### Assignment
Write out the lines below once more, exactly as they appear. Do not include pictures.

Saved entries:
- Opening Delimiter -

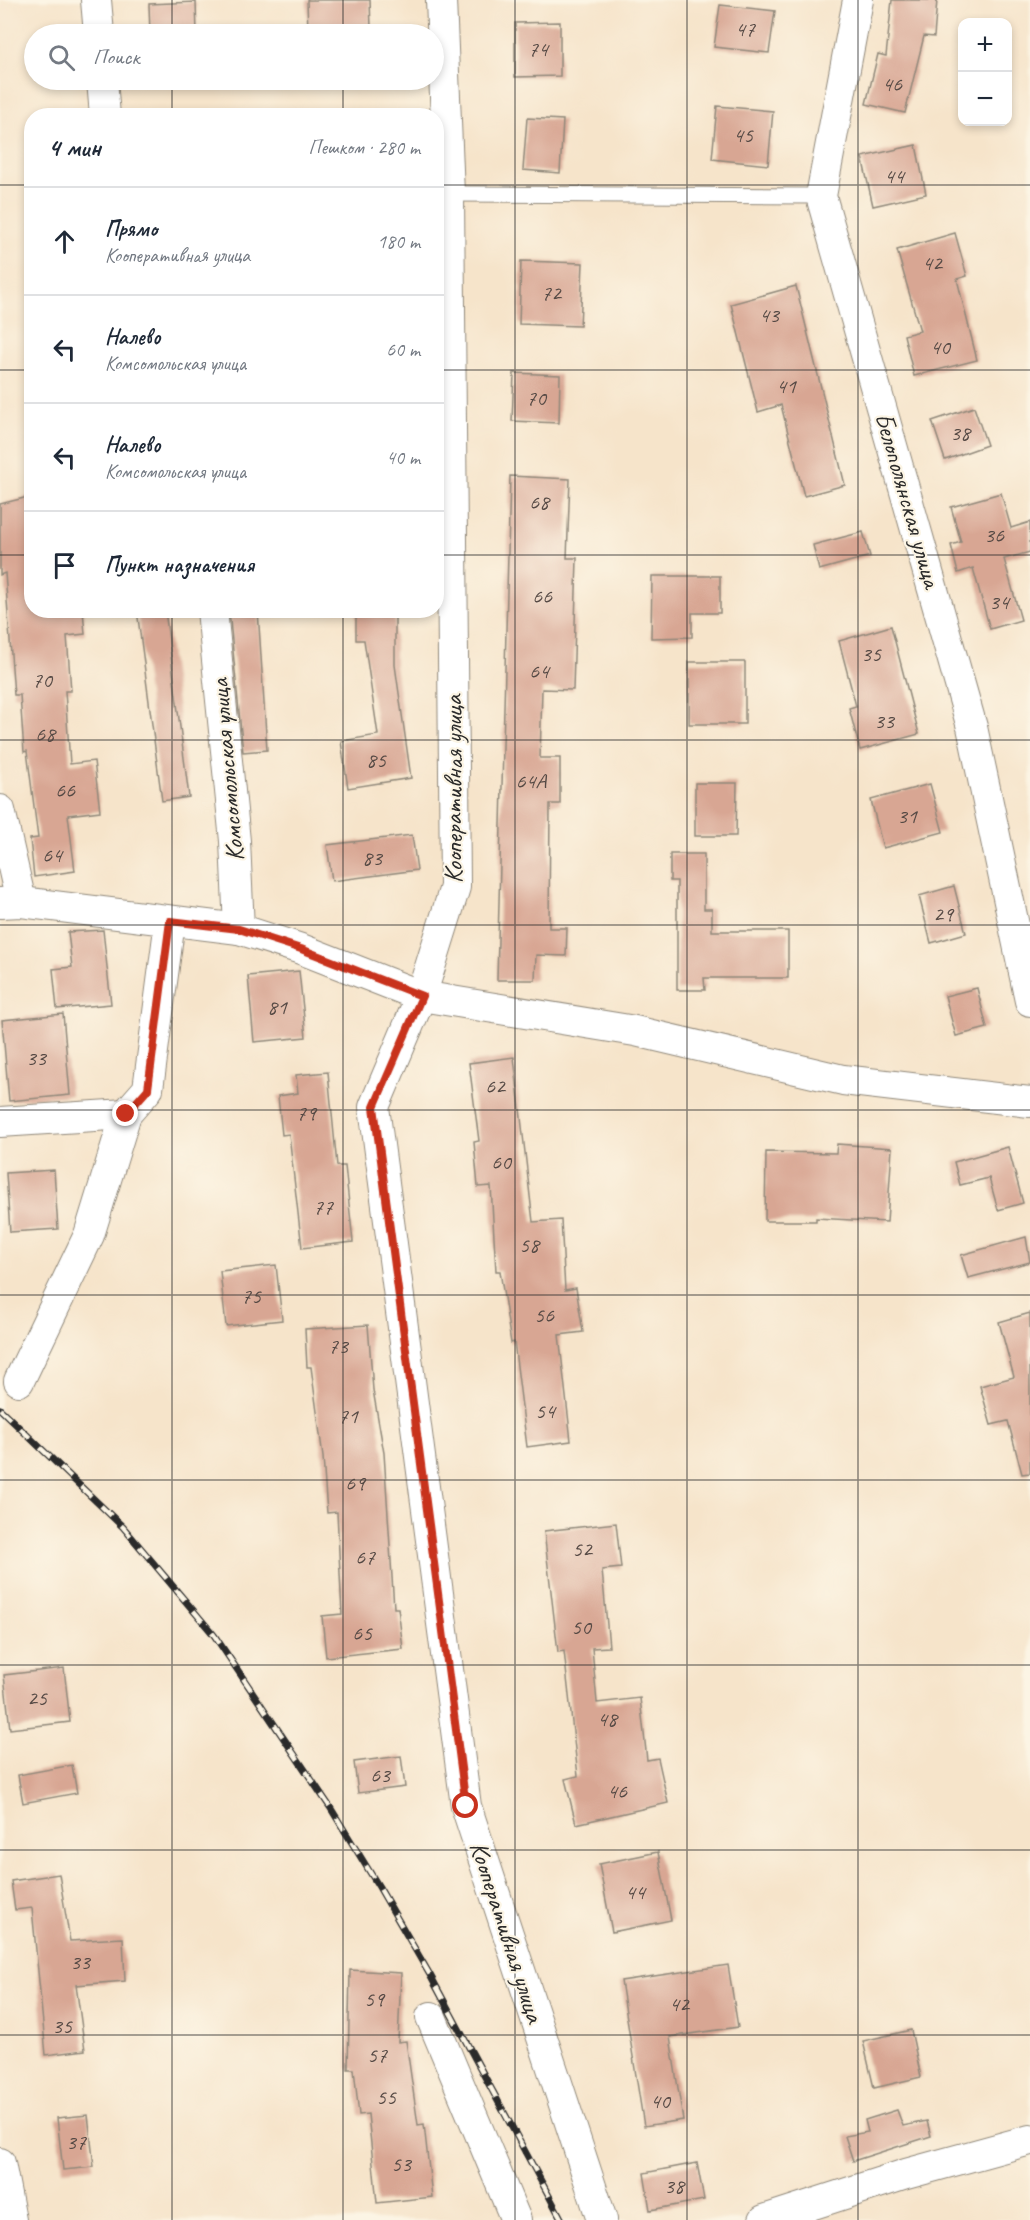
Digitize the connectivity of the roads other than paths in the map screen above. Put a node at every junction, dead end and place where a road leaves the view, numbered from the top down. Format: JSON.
{"nodes":[{"id":1,"x":96,"y":0,"type":"edge"},
{"id":2,"x":441,"y":0,"type":"edge"},
{"id":3,"x":858,"y":0,"type":"edge"},
{"id":4,"x":98,"y":24,"type":"edge"},
{"id":5,"x":442,"y":24,"type":"edge"},
{"id":6,"x":444,"y":73,"type":"edge"},
{"id":7,"x":103,"y":90,"type":"edge"},
{"id":8,"x":104,"y":108,"type":"edge"},
{"id":9,"x":449,"y":194,"type":"junction"},
{"id":10,"x":821,"y":196,"type":"junction"},
{"id":11,"x":213,"y":618,"type":"edge"},
{"id":12,"x":0,"y":810,"type":"edge"},
{"id":13,"x":11,"y":902,"type":"edge"},
{"id":14,"x":170,"y":921,"type":"junction"},
{"id":15,"x":239,"y":929,"type":"junction"},
{"id":16,"x":422,"y":996,"type":"junction"},
{"id":17,"x":1030,"y":1001,"type":"edge"},
{"id":18,"x":1030,"y":1102,"type":"edge"},
{"id":19,"x":126,"y":1114,"type":"junction"},
{"id":20,"x":0,"y":1122,"type":"edge"},
{"id":21,"x":19,"y":1381,"type":"dead end"},
{"id":22,"x":431,"y":2017,"type":"dead end"},
{"id":23,"x":1030,"y":2140,"type":"edge"},
{"id":24,"x":0,"y":2163,"type":"edge"},
{"id":25,"x":10,"y":2220,"type":"edge"},
{"id":26,"x":516,"y":2220,"type":"edge"},
{"id":27,"x":602,"y":2220,"type":"edge"},
{"id":28,"x":764,"y":2220,"type":"edge"}],
"edges":[{"from":1,"to":4,"type":"street"},
{"from":2,"to":5,"type":"street","name":"Кооперативная улица"},
{"from":3,"to":10,"type":"street","name":"Белополянская улица"},
{"from":6,"to":9,"type":"street","name":"Кооперативная улица"},
{"from":7,"to":8,"type":"street"},
{"from":9,"to":10,"type":"lane"},
{"from":9,"to":16,"type":"street","name":"Кооперативная улица"},
{"from":10,"to":17,"type":"street","name":"Белополянская улица"},
{"from":11,"to":15,"type":"street","name":"Комсомольская улица"},
{"from":12,"to":13,"type":"street"},
{"from":13,"to":14,"type":"street"},
{"from":14,"to":15,"type":"street"},
{"from":14,"to":19,"type":"street"},
{"from":15,"to":16,"type":"street"},
{"from":16,"to":18,"type":"street"},
{"from":16,"to":27,"type":"street","name":"Кооперативная улица"},
{"from":19,"to":20,"type":"street"},
{"from":19,"to":21,"type":"street"},
{"from":22,"to":26,"type":"street"},
{"from":23,"to":28,"type":"street"},
{"from":24,"to":25,"type":"street"}]}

- Closing Delimiter -

### Exercise answer
Digitize the connectivity of the roads other than paths in the map screen above. Put a node at every junction, dead end and place where a road leaves the view, numbered from the top down. Format: JSON.
{"nodes":[{"id":1,"x":96,"y":0,"type":"edge"},
{"id":2,"x":441,"y":0,"type":"edge"},
{"id":3,"x":858,"y":0,"type":"edge"},
{"id":4,"x":98,"y":24,"type":"edge"},
{"id":5,"x":442,"y":24,"type":"edge"},
{"id":6,"x":444,"y":73,"type":"edge"},
{"id":7,"x":103,"y":90,"type":"edge"},
{"id":8,"x":104,"y":108,"type":"edge"},
{"id":9,"x":449,"y":194,"type":"junction"},
{"id":10,"x":821,"y":196,"type":"junction"},
{"id":11,"x":213,"y":618,"type":"edge"},
{"id":12,"x":0,"y":810,"type":"edge"},
{"id":13,"x":11,"y":902,"type":"edge"},
{"id":14,"x":170,"y":921,"type":"junction"},
{"id":15,"x":239,"y":929,"type":"junction"},
{"id":16,"x":422,"y":996,"type":"junction"},
{"id":17,"x":1030,"y":1001,"type":"edge"},
{"id":18,"x":1030,"y":1102,"type":"edge"},
{"id":19,"x":126,"y":1114,"type":"junction"},
{"id":20,"x":0,"y":1122,"type":"edge"},
{"id":21,"x":19,"y":1381,"type":"dead end"},
{"id":22,"x":431,"y":2017,"type":"dead end"},
{"id":23,"x":1030,"y":2140,"type":"edge"},
{"id":24,"x":0,"y":2163,"type":"edge"},
{"id":25,"x":10,"y":2220,"type":"edge"},
{"id":26,"x":516,"y":2220,"type":"edge"},
{"id":27,"x":602,"y":2220,"type":"edge"},
{"id":28,"x":764,"y":2220,"type":"edge"}],
"edges":[{"from":1,"to":4,"type":"street"},
{"from":2,"to":5,"type":"street","name":"Кооперативная улица"},
{"from":3,"to":10,"type":"street","name":"Белополянская улица"},
{"from":6,"to":9,"type":"street","name":"Кооперативная улица"},
{"from":7,"to":8,"type":"street"},
{"from":9,"to":10,"type":"lane"},
{"from":9,"to":16,"type":"street","name":"Кооперативная улица"},
{"from":10,"to":17,"type":"street","name":"Белополянская улица"},
{"from":11,"to":15,"type":"street","name":"Комсомольская улица"},
{"from":12,"to":13,"type":"street"},
{"from":13,"to":14,"type":"street"},
{"from":14,"to":15,"type":"street"},
{"from":14,"to":19,"type":"street"},
{"from":15,"to":16,"type":"street"},
{"from":16,"to":18,"type":"street"},
{"from":16,"to":27,"type":"street","name":"Кооперативная улица"},
{"from":19,"to":20,"type":"street"},
{"from":19,"to":21,"type":"street"},
{"from":22,"to":26,"type":"street"},
{"from":23,"to":28,"type":"street"},
{"from":24,"to":25,"type":"street"}]}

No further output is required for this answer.